Okay, I think I picture this thing. Your customers write programs. The
programs invoke, by calling your API, some function that is a part of your
product. The users who run those programs have the ability to change the
behavior of that function, let's call it making the function left-handed or
right-handed. You can't have them set the handedness by coding //S1 EXEC
PGM=USERPROG,PARM=LEFT because the customer application thinks it "owns" the
PARM=string, and in any event has no logic to parse the parm and pass it to
you on the API. So the way the user makes it left-handed is to code
//PHILLEFT DD DUMMY and your function finds that in the TIOT and operates
left-handed.

(I'm remembering Abend-Aid and parametizing it with //ABNLIGN DD DUMMY.)

The question on the table is "some of these customer programs now get run
from the USS shell.
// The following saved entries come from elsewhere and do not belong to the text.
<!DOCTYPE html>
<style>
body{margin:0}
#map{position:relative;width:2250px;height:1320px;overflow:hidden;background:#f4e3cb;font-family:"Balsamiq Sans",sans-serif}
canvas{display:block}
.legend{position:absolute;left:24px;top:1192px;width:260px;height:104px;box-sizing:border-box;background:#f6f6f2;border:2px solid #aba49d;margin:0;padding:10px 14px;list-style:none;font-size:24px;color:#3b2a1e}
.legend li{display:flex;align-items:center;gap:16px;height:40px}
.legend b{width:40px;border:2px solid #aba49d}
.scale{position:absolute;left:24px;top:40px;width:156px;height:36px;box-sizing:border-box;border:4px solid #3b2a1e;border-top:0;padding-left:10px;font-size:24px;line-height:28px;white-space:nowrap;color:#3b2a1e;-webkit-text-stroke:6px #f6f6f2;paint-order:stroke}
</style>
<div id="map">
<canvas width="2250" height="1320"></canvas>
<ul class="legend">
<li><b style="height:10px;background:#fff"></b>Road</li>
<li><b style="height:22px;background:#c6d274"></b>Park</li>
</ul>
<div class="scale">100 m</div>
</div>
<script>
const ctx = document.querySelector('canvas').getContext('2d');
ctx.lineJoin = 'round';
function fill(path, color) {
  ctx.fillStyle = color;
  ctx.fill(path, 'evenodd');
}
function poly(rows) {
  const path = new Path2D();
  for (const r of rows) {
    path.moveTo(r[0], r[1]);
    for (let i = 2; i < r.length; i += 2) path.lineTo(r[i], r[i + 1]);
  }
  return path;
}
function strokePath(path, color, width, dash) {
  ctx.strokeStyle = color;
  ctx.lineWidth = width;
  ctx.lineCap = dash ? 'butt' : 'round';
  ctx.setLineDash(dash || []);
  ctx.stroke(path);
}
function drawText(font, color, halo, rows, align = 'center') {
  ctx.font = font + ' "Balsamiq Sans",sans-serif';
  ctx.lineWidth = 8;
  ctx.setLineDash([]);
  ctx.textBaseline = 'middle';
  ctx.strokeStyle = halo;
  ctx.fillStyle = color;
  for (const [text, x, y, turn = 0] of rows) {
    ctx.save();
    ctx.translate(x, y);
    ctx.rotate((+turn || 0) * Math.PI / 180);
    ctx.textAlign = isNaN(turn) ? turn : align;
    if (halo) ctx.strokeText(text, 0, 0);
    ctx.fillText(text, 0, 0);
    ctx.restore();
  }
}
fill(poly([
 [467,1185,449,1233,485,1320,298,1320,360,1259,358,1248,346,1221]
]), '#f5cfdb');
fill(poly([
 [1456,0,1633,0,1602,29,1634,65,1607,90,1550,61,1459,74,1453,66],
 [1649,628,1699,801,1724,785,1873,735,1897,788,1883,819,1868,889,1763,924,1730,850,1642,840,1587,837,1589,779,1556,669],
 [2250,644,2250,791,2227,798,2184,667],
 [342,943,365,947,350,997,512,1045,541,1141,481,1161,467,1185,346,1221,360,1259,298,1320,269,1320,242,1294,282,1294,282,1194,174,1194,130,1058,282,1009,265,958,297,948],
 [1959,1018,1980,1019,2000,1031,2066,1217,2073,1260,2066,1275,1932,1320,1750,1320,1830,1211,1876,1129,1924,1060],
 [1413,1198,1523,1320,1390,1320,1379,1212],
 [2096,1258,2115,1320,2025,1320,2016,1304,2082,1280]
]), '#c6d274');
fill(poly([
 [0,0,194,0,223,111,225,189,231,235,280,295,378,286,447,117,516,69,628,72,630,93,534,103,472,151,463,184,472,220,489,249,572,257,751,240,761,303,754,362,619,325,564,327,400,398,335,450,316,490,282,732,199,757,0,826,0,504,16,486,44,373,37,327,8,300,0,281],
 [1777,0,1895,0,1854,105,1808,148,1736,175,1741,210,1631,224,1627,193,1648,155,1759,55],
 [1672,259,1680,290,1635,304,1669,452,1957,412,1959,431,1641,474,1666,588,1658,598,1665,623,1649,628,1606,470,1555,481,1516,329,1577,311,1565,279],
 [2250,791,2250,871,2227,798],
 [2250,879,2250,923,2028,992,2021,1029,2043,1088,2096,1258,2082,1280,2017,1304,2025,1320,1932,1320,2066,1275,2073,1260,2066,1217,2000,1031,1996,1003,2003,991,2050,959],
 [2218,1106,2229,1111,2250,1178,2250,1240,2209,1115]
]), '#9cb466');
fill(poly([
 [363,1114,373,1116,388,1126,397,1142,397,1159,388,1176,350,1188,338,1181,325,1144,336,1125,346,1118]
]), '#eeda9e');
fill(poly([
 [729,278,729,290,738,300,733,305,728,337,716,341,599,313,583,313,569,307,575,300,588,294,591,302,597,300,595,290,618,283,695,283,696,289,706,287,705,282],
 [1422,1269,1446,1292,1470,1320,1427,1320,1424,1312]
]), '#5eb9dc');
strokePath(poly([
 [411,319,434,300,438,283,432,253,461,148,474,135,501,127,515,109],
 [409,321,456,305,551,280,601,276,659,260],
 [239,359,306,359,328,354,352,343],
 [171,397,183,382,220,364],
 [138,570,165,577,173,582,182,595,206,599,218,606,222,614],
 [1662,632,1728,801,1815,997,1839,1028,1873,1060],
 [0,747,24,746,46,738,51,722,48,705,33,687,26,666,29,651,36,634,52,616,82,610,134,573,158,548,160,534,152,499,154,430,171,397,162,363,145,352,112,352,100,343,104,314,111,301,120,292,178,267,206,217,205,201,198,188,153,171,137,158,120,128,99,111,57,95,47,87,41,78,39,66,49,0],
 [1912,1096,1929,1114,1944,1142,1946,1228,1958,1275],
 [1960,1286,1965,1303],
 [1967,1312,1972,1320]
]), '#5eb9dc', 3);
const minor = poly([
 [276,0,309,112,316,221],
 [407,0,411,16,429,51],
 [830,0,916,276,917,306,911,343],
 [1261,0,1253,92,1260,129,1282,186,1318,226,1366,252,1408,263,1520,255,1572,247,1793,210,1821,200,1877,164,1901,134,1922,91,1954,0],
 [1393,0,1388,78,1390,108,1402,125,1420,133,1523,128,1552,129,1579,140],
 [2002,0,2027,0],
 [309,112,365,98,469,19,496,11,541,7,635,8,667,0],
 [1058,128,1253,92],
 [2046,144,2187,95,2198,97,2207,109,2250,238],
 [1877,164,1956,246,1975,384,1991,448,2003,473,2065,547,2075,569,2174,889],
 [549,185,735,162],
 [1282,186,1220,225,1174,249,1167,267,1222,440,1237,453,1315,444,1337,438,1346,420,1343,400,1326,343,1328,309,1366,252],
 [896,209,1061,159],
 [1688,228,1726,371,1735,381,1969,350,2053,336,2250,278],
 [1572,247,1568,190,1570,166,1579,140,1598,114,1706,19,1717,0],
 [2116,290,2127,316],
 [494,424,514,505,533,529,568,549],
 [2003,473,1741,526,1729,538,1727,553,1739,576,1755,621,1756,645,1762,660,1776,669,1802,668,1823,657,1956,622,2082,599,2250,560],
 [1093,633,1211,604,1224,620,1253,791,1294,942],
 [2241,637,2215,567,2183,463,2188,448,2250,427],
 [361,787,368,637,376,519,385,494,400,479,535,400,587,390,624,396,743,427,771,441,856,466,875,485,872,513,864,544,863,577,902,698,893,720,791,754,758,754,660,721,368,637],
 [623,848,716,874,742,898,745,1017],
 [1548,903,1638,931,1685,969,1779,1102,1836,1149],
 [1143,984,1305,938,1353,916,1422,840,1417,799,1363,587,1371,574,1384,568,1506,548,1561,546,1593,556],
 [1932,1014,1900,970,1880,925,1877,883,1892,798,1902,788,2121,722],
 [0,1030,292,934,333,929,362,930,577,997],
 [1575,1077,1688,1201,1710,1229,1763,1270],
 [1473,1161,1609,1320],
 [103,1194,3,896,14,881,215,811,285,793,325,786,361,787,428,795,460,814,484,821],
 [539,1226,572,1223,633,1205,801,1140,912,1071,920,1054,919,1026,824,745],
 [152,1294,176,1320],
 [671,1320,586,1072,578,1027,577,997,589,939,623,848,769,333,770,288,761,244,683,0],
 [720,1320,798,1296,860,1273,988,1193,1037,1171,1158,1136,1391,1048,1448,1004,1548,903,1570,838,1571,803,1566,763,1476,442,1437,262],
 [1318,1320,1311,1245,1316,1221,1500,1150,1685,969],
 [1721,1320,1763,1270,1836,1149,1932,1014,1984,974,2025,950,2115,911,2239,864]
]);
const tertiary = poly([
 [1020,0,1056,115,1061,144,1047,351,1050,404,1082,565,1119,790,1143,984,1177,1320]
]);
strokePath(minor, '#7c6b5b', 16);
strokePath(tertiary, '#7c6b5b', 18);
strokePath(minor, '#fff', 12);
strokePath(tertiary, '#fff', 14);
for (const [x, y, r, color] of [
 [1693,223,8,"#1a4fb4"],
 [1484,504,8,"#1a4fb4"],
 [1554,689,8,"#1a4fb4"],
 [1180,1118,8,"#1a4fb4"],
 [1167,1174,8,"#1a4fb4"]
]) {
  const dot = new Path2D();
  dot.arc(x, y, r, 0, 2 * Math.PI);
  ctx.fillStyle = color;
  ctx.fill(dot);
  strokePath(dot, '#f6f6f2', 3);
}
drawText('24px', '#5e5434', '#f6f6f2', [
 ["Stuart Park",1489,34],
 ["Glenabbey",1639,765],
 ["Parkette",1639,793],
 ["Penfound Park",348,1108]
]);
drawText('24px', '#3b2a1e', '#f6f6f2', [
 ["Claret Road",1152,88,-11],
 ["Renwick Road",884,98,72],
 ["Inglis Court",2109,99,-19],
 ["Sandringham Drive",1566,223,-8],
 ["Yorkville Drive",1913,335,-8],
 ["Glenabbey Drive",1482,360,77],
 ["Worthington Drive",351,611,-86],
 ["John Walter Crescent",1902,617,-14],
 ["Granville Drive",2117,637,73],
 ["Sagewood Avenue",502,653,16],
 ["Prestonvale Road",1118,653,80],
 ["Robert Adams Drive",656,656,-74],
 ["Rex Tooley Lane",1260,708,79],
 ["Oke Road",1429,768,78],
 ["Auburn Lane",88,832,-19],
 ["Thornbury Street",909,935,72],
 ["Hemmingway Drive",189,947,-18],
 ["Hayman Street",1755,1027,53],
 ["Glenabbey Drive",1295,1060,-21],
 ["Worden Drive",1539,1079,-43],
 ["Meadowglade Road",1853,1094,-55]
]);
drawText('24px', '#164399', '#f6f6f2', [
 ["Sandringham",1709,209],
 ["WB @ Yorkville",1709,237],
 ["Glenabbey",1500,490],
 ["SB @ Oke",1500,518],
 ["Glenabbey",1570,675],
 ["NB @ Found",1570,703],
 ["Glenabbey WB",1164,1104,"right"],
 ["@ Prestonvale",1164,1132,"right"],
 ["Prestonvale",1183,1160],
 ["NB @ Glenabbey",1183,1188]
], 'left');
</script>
How do they define the PHILLEFT DD?"

Right?

If I'm right, then aren't UNIX environment variables the answer? I am not
much of a UNIX guy but can't the shell user set the environment variable
PHIL_HAND=LEFT without upsetting any other applecart, and then your function
could find that environment variable and operate left-handed?

Or do you want to solve this problem without actually enhancing your
function, or at least without forcing customers to upgrade your product and
re-link their programs?  You want some magic little thing they could do in
the shell that would run their application program with whatever arguments
it expects but first define PHILLEFT? You want some little "meta-program"
wrapper that would (a.) first define some specified DD as DUMMY and (b.)
then run some other named program with whatever arguments it expects and are
specified?

I'm not enough of a UNIX guy to solve that problem, but I suspect others
here are.

Or am I miles off-base?

Charles
-----Original Message-----
From: IBM Mainframe Discussion List [mailto:IBM-MAIN@LISTSERV.UA.EDU] On
Behalf Of Phil Smith III
Sent: Wednesday, December 07, 2016 6:01 PM
To: IBM-MAIN@LISTSERV.UA.EDU
Subject: Re: DDs in USS?

Paul Gilmartin wrote:

>It's the UNIX way: lotsa little things that connect, or perhaps nest,
nicely.

 

>Can we take this out of the hypothetical arena?  May I infer that today

>the "application" is being happily called from JCL or TSO, and a user 
>who

>wishes to enable the option adds a DD statement to JCL or an ALLOCATE

>to TSO?

 

>Is the application in LINKLIST?  STEPLIB?  Elsewhere (specify)  
>LINKLIST

>is the only easy case.  It's always pretty hard to change STEPLIB.  I

>might be able to suggest a way; another doll I haven't played with.  
>But

>not if it's a STEPLIB involving uncatalogued data sets.

 

>And you want to make this application available under UNIX with as

>little cognitive dissonance to the user as possible?

 

It's not a specific application: we have an API that any random application
can use. So yes, today there are applications that are being happily called
from wherever. They want to add calls to our API, so they do so. Sometimes
they need to enable things via the DD DUMMY. And yes, cognitive dissonance
is what we'd like to avoid! Not sure what LINKLIST and STEPLIB have to do
with anything here-those aren't the DD involved.